-------- AVAILABLE DATA --------
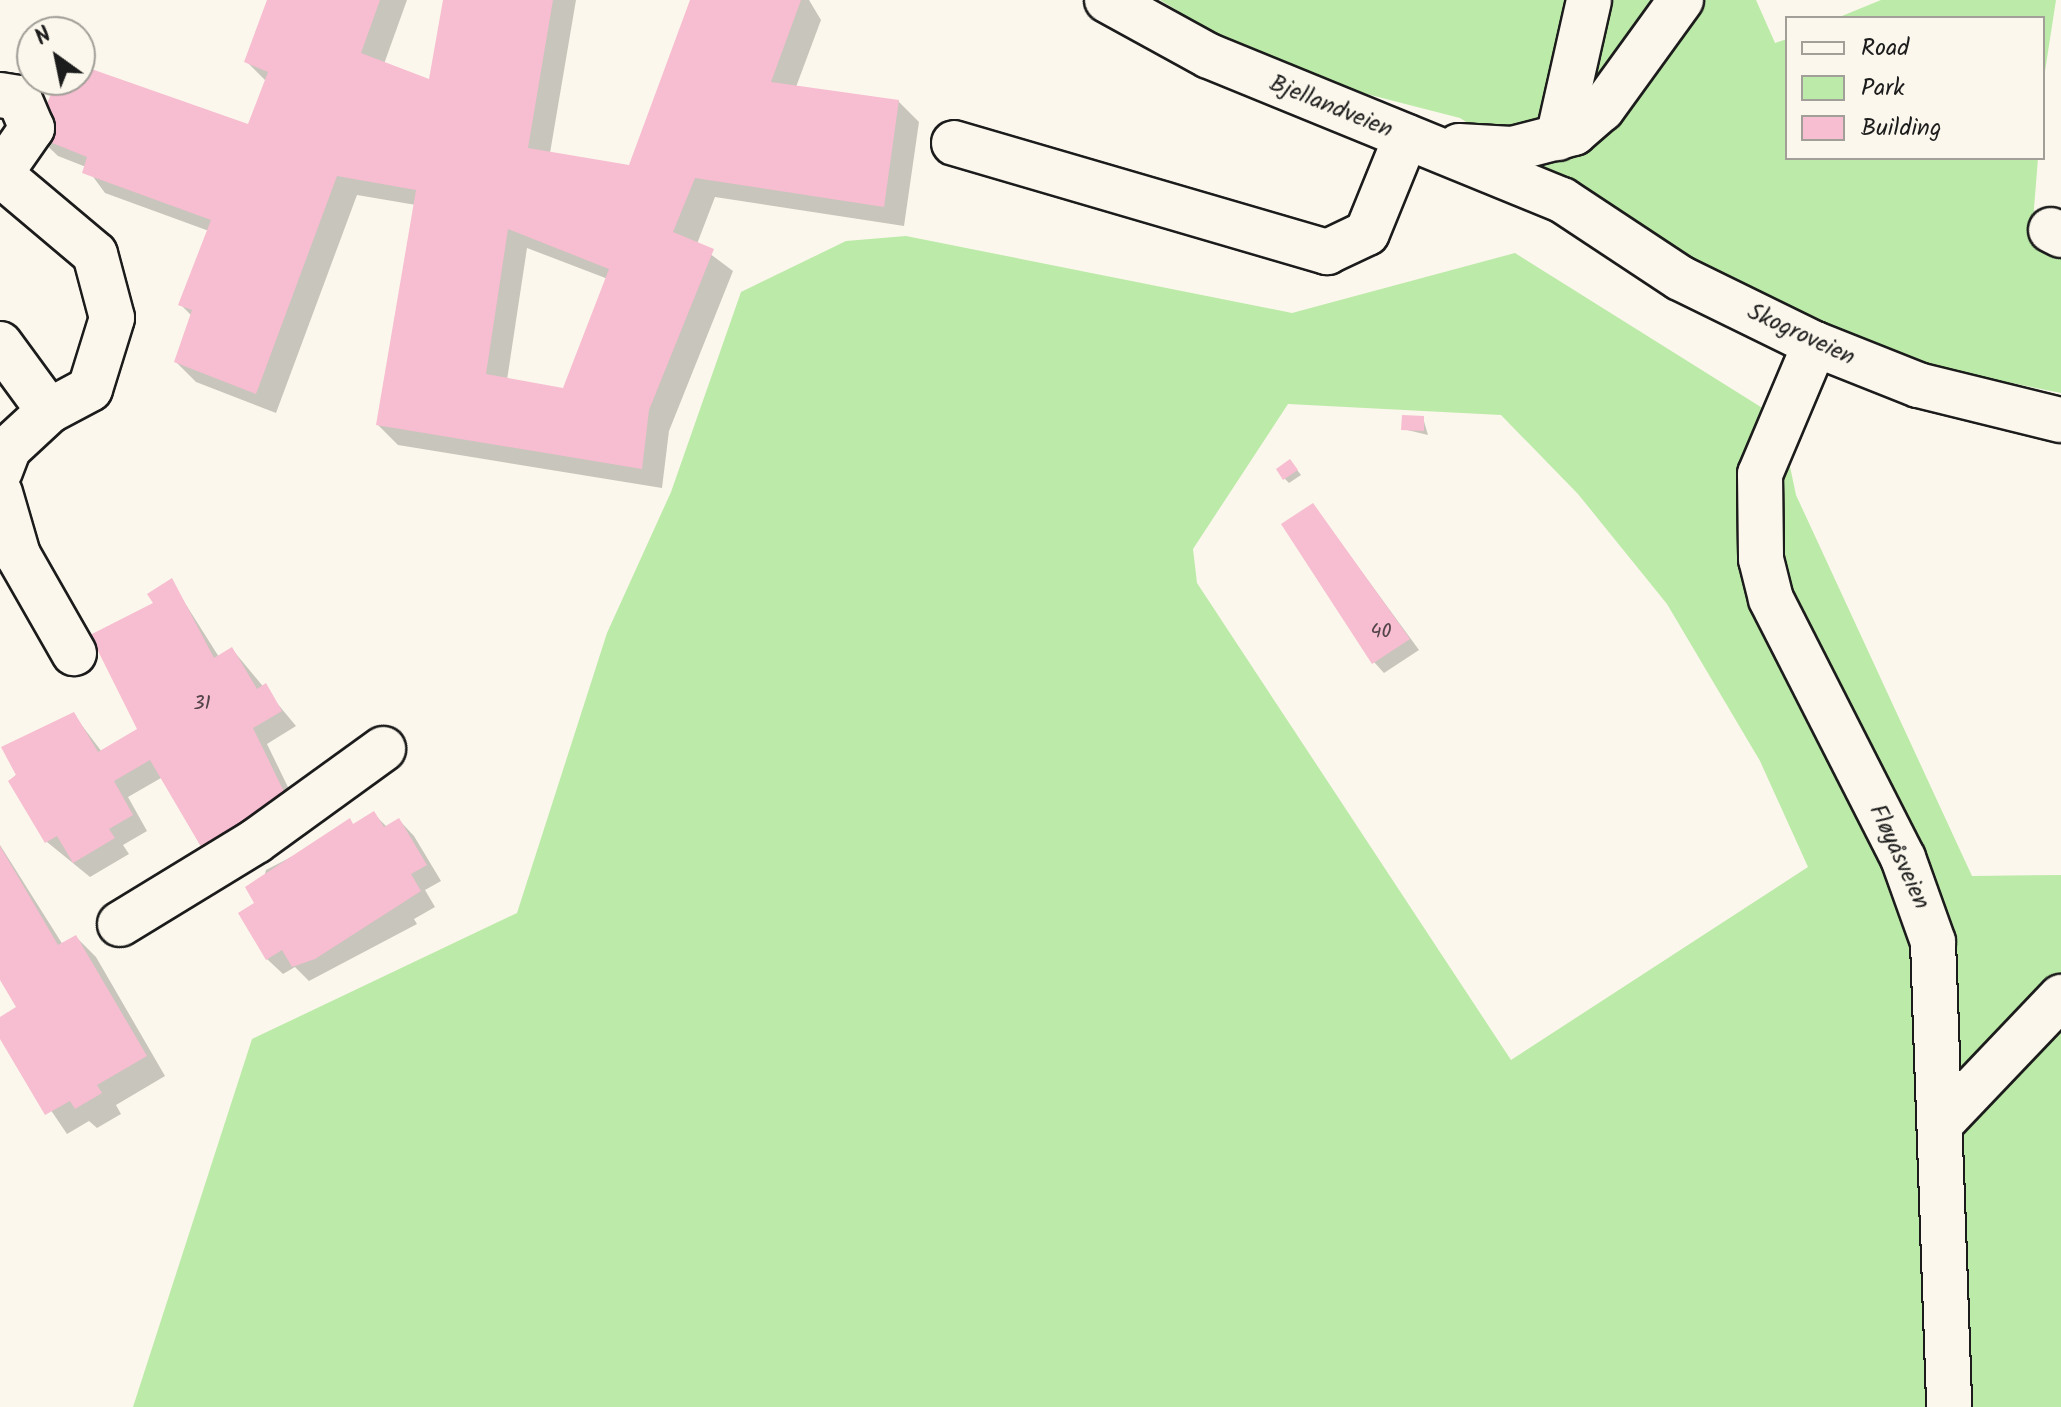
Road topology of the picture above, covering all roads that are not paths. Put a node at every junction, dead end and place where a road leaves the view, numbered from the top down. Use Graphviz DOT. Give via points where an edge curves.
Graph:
graph roads {
  1 [pos="1107,0"];
  2 [pos="1589,0"];
  3 [pos="1681,0"];
  4 [pos="0,95"];
  5 [pos="1558,138"];
  6 [pos="1419,142"];
  7 [pos="954,143"];
  8 [pos="0,174"];
  9 [pos="1562,200"];
  10 [pos="0,344"];
  11 [pos="1815,344"];
  12 [pos="49,411"];
  13 [pos="2061,420"];
  14 [pos="0,471"];
  15 [pos="0,493"];
  16 [pos="74,653"];
  17 [pos="383,749"];
  18 [pos="120,924"];
  19 [pos="2061,997"];
  20 [pos="1942,1122"];
  21 [pos="1949,1407"];
  1 -- 6 [label="street, Bjellandveien" via="1209,56"];
  2 -- 5 [label="street"];
  3 -- 5 [label="street" via="1602,109"];
  4 -- 8 [label="street" via="19,98 32,128"];
  5 -- 6 [label="street" via="1512,149"];
  6 -- 7 [label="street" via="1367,233 1327,252"];
  6 -- 9 [label="street, Bjellandveien"];
  8 -- 12 [label="street" via="95,254 112,318 90,389"];
  9 -- 11 [label="street, Skogroveien" via="1680,278"];
  10 -- 12 [label="street"];
  11 -- 13 [label="street, Skogroveien" via="1980,404"];
  11 -- 20 [label="street, Fløyåsveien" via="1760,474 1761,559 1787,635 1924,906 1934,957"];
  12 -- 14 [label="street" via="9,448"];
  15 -- 16 [label="street" via="18,555"];
  17 -- 18 [label="street" via="256,841"];
  19 -- 20 [label="street"];
  20 -- 21 [label="street, Fløyåsveien"];
}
--------
■ WHAT YOU HAVE TO DO
Copy out the listing above exactly, and keep the pictures out of it.

■ PROBLEM SOLUTION
Road topology of the picture above, covering all roads that are not paths. Put a node at every junction, dead end and place where a road leaves the view, numbered from the top down. Use Graphviz DOT. Give via points where an edge curves.
Graph:
graph roads {
  1 [pos="1107,0"];
  2 [pos="1589,0"];
  3 [pos="1681,0"];
  4 [pos="0,95"];
  5 [pos="1558,138"];
  6 [pos="1419,142"];
  7 [pos="954,143"];
  8 [pos="0,174"];
  9 [pos="1562,200"];
  10 [pos="0,344"];
  11 [pos="1815,344"];
  12 [pos="49,411"];
  13 [pos="2061,420"];
  14 [pos="0,471"];
  15 [pos="0,493"];
  16 [pos="74,653"];
  17 [pos="383,749"];
  18 [pos="120,924"];
  19 [pos="2061,997"];
  20 [pos="1942,1122"];
  21 [pos="1949,1407"];
  1 -- 6 [label="street, Bjellandveien" via="1209,56"];
  2 -- 5 [label="street"];
  3 -- 5 [label="street" via="1602,109"];
  4 -- 8 [label="street" via="19,98 32,128"];
  5 -- 6 [label="street" via="1512,149"];
  6 -- 7 [label="street" via="1367,233 1327,252"];
  6 -- 9 [label="street, Bjellandveien"];
  8 -- 12 [label="street" via="95,254 112,318 90,389"];
  9 -- 11 [label="street, Skogroveien" via="1680,278"];
  10 -- 12 [label="street"];
  11 -- 13 [label="street, Skogroveien" via="1980,404"];
  11 -- 20 [label="street, Fløyåsveien" via="1760,474 1761,559 1787,635 1924,906 1934,957"];
  12 -- 14 [label="street" via="9,448"];
  15 -- 16 [label="street" via="18,555"];
  17 -- 18 [label="street" via="256,841"];
  19 -- 20 [label="street"];
  20 -- 21 [label="street, Fløyåsveien"];
}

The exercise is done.